Proprio così. Dopo aver svolto per otto anni un incarico di responsabilità e di fiducia accanto a un magistrato del calibro di Giovanni Falcone, d’un tratto mi sono ritrovato inutilizzato…

Quanto è durata questa assurda vicenda?

Dieci anni…, finché non ho retto più il peso di quella situazione alienante… Così sono finito in malattia…

Per quanto tempo?

Diciotto mesi.

E poi?

Quando un dipendente pubblico supera questo limite deve sottoporsi a una visita medica collegiale. In quella occasione, dunque, hanno stabilito che non ero più idoneo a svolgere una qualsiasi funzione nell’ambito dell’amministrazione. A quel punto sono stato collocato in pensione.

Con buona pace di tutti quanti…

Esattamente… Anche perché credo di aver fatto un favore a molti togliendo il disturbo…

Tornando al tuo incarico di autista e al tempo trascorso a stretto contatto con Giovanni Falcone, perché hai scelto di disertare le manifestazioni in memoria delle vittime di Capaci?

Tutto ebbe inizio quando il presidente del Consiglio Romano Prodi, subito dopo il suo insediamento, fece visita a Palermo alla Fondazione Falcone. Seppi dell’evento dai giornali così, di mia iniziativa, mi presentai all’incontro. Non avendo però un invito ufficiale il servizio d’ordine mi sbarrò l’ingresso…

Ti eri qualificato?

Certamente, però non servì a niente. Restai fuori.

Cosa pensasti?

Che probabilmente c’erano stati dei problemi nella stesura degli inviti o nella consegna degli stessi. Siccome la cosa si è ripetuta negli anni, ovviamente qualche cattivo pensiero l’ho fatto…

Stai dicendo che non sei mai stato invitato alle varie commemorazioni?

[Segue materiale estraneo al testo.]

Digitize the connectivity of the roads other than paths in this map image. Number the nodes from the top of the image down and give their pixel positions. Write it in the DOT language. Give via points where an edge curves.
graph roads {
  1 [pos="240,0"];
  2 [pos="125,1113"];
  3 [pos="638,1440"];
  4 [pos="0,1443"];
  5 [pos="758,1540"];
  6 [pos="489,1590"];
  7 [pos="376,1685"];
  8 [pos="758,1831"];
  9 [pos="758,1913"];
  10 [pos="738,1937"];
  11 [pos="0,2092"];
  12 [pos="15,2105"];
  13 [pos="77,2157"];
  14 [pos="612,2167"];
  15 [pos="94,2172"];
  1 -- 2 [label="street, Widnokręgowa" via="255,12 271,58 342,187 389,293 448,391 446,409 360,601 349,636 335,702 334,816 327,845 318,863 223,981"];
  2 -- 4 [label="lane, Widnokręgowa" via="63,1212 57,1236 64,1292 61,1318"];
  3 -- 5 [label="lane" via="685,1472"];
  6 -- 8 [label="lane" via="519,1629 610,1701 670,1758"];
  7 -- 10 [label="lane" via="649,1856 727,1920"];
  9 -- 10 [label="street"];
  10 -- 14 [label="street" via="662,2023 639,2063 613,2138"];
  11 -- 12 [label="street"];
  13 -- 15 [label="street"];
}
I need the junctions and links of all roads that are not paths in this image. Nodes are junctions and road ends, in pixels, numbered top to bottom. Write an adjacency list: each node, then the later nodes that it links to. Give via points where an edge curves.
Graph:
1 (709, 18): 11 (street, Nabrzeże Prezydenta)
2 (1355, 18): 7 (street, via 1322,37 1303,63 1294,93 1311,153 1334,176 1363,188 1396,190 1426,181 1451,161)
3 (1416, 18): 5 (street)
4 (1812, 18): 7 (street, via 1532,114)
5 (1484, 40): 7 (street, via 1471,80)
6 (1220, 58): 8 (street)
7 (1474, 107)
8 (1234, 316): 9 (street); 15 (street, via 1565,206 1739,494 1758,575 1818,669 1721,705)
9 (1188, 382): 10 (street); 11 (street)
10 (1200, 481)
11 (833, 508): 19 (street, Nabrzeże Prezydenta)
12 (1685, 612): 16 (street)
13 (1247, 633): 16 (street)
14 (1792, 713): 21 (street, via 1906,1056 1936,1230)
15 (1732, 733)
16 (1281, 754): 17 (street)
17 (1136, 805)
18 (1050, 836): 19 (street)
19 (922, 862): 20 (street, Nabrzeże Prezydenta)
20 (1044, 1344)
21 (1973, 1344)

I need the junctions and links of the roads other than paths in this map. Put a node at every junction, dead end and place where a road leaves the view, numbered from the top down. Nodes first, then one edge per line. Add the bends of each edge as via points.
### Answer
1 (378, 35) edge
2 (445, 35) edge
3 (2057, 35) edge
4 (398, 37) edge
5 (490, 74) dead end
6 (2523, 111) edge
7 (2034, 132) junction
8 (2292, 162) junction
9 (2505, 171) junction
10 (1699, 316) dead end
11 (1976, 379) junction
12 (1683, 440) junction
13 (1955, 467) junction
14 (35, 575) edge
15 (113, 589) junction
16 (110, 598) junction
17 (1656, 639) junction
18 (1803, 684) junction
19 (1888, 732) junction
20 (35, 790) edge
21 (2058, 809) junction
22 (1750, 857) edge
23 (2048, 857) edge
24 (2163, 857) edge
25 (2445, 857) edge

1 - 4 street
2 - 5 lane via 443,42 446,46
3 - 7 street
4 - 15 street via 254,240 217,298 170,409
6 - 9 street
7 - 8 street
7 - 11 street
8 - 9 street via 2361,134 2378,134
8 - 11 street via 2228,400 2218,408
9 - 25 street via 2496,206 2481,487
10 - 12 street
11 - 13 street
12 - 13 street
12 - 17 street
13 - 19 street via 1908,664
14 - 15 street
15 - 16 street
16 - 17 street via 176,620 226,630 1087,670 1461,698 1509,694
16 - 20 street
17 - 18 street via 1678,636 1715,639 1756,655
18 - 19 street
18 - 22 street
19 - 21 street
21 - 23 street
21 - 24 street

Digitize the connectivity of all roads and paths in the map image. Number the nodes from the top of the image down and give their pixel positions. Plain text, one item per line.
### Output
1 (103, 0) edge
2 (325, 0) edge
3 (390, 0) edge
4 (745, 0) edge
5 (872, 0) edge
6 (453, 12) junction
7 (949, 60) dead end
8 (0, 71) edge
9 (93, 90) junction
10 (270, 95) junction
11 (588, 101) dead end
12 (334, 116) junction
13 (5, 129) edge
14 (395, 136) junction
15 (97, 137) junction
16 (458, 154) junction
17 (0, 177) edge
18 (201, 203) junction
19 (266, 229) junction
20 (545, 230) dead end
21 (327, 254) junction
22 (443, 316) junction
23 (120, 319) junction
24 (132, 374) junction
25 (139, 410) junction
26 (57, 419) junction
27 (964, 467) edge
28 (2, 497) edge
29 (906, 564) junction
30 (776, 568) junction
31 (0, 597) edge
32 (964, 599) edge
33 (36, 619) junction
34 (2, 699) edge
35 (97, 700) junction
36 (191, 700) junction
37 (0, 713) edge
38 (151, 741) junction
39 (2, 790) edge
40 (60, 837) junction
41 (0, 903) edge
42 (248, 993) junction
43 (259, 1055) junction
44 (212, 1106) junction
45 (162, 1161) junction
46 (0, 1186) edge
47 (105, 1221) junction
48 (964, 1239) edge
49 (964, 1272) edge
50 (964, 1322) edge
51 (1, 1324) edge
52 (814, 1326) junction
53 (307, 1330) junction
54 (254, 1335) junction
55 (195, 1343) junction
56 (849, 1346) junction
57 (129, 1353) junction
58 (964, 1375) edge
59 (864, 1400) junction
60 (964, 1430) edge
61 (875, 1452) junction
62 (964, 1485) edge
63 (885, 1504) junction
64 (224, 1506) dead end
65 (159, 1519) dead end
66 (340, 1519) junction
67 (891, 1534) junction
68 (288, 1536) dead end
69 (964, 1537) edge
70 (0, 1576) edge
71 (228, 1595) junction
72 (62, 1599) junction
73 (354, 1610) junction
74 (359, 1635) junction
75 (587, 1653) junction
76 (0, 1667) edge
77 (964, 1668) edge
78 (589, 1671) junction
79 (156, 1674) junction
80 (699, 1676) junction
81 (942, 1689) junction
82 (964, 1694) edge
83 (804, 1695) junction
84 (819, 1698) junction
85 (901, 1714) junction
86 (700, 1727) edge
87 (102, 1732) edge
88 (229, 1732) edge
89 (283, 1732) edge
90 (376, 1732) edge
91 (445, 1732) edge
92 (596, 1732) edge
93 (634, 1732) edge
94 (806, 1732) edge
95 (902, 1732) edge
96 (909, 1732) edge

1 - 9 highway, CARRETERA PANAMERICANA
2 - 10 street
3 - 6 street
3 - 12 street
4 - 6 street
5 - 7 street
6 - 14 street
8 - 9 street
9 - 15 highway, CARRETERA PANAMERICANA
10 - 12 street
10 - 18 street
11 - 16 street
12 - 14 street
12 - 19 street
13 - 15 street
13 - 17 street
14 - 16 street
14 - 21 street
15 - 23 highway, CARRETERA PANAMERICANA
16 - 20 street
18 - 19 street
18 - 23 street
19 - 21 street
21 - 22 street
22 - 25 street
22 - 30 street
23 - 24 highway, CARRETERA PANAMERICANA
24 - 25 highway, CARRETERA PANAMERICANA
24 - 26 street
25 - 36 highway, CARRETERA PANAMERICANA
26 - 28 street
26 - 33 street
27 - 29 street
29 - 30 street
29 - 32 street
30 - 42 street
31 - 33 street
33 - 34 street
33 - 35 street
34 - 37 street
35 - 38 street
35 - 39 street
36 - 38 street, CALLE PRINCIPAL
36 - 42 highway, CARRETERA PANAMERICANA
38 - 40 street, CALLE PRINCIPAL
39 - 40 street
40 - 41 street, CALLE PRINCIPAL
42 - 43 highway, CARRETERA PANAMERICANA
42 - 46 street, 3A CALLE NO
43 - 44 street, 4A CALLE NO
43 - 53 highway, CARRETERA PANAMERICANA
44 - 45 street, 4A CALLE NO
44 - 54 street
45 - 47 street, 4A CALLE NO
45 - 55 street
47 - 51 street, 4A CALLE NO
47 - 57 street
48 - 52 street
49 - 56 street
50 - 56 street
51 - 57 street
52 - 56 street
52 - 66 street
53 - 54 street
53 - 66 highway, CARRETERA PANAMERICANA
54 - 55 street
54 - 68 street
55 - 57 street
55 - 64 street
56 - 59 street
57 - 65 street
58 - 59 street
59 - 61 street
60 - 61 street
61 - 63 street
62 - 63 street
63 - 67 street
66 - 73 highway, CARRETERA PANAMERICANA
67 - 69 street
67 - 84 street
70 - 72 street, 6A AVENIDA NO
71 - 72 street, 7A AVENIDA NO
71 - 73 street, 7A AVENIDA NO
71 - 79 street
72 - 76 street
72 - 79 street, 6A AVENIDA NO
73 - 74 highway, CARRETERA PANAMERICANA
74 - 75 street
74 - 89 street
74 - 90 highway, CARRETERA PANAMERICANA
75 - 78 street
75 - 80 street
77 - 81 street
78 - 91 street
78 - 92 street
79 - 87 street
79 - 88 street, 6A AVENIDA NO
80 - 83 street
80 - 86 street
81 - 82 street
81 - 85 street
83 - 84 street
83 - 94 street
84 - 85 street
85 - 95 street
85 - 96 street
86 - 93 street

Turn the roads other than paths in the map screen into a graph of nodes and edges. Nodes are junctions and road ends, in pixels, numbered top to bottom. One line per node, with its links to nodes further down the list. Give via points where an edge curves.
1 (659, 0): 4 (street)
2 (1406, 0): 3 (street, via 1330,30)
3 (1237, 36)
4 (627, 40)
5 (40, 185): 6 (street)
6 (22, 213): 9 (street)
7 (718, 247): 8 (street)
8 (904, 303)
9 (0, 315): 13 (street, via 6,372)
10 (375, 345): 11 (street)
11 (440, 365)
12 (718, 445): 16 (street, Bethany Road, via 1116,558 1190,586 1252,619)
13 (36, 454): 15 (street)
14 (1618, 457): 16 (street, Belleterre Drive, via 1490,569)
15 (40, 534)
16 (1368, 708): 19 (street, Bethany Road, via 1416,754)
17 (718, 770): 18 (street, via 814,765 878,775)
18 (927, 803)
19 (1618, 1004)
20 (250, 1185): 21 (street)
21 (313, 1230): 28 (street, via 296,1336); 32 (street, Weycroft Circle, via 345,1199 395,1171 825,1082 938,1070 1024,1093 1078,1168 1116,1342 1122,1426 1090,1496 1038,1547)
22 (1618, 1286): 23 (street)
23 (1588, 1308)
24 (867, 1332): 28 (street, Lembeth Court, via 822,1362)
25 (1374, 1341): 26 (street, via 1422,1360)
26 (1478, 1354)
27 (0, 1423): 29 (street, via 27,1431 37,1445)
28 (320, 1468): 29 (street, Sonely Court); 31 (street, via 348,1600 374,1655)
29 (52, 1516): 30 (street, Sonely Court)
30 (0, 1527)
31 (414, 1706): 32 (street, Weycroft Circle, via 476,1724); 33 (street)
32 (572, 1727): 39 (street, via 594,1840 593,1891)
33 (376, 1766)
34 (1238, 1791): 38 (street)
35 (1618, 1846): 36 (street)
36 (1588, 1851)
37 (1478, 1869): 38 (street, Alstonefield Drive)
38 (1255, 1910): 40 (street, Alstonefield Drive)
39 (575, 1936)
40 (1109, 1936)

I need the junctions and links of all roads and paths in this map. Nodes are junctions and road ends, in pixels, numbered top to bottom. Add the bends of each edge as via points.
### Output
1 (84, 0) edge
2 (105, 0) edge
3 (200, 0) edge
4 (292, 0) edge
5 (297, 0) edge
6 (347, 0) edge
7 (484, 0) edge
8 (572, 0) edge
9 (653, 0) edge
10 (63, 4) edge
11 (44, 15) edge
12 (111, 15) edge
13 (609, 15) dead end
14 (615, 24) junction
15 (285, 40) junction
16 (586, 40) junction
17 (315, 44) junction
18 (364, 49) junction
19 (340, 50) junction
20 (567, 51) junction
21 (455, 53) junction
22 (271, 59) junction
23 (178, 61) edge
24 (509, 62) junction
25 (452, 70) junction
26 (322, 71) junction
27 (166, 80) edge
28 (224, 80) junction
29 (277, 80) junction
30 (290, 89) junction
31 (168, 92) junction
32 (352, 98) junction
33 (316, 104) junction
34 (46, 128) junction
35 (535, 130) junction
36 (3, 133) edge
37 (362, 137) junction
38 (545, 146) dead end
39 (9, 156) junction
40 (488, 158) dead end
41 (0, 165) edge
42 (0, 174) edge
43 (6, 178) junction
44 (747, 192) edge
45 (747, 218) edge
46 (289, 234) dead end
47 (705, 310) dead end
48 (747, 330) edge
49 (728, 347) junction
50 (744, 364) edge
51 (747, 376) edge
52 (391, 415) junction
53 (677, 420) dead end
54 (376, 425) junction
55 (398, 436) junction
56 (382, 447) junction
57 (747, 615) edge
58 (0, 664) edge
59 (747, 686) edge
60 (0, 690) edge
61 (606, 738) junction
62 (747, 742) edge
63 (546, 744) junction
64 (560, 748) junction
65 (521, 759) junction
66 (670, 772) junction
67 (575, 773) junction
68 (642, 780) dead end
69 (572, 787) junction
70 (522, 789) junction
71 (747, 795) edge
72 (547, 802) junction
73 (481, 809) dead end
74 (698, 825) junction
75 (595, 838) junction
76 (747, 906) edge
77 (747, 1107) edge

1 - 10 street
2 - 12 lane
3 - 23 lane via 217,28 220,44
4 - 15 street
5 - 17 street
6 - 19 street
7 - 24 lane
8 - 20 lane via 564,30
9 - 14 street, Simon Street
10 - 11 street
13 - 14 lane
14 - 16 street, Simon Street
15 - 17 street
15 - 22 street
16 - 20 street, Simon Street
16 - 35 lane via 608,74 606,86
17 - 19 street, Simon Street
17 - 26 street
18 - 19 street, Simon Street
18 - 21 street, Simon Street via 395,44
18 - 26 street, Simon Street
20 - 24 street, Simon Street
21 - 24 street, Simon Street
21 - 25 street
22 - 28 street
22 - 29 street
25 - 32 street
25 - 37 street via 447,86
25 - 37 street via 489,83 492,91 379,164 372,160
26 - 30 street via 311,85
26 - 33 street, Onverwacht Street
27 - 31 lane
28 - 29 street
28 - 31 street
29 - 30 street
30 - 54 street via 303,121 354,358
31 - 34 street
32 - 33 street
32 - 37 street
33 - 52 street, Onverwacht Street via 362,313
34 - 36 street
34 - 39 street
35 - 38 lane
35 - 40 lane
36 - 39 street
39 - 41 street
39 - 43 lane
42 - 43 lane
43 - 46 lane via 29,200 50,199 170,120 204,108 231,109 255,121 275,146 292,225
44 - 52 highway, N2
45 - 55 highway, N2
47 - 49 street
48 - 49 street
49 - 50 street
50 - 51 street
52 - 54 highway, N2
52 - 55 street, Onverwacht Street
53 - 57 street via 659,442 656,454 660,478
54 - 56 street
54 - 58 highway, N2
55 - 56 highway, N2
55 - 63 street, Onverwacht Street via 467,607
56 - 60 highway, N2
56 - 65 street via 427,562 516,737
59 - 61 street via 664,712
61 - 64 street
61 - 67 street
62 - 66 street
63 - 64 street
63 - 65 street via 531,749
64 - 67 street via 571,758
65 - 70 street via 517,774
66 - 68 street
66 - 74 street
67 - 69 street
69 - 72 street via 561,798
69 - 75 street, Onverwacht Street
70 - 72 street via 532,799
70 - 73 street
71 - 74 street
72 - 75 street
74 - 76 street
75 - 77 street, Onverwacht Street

Mai, nonostante abbia più volte segnalato questa carenza… Dopo 22 anni, però, un giorno sono stato chiamato al telefono di casa dalla professoressa Maria Falcone che mi invitava a vederci in Fondazione. Ci siamo parlati e spiegati. Pensavo, mi disse, che ognuno di noi avesse preso la propria strada…

E tu?

Le dissi che la mia unica strada era quella che quel maledetto 23 maggio mi era saltata sotto i piedi a Capaci… Alla fine, comunque, ci siamo chiariti e in occasione del successivo anniversario ho ricevuto con grande gioia l’invito alla manifestazione in programma nell’aula bunker del carcere Ucciardone di Palermo. Stiamo parlando del 2014. Tra i tanti posti riservati, però, mancava la sedia con sopra il mio nome… Una signora dell’organizzazione, allora, molto gentilmente vedendomi in difficoltà recuperò una sedia da un’altra stanza e la collocò tra le varie file. Mi aspettavo che nel corso della commemorazione qualcuno segnalasse anche la mia presenza, purtroppo non andò così. Se non ci fossi stato non sarebbe cambiato nulla… Così, nonostante l’invito l’anno dopo non andai.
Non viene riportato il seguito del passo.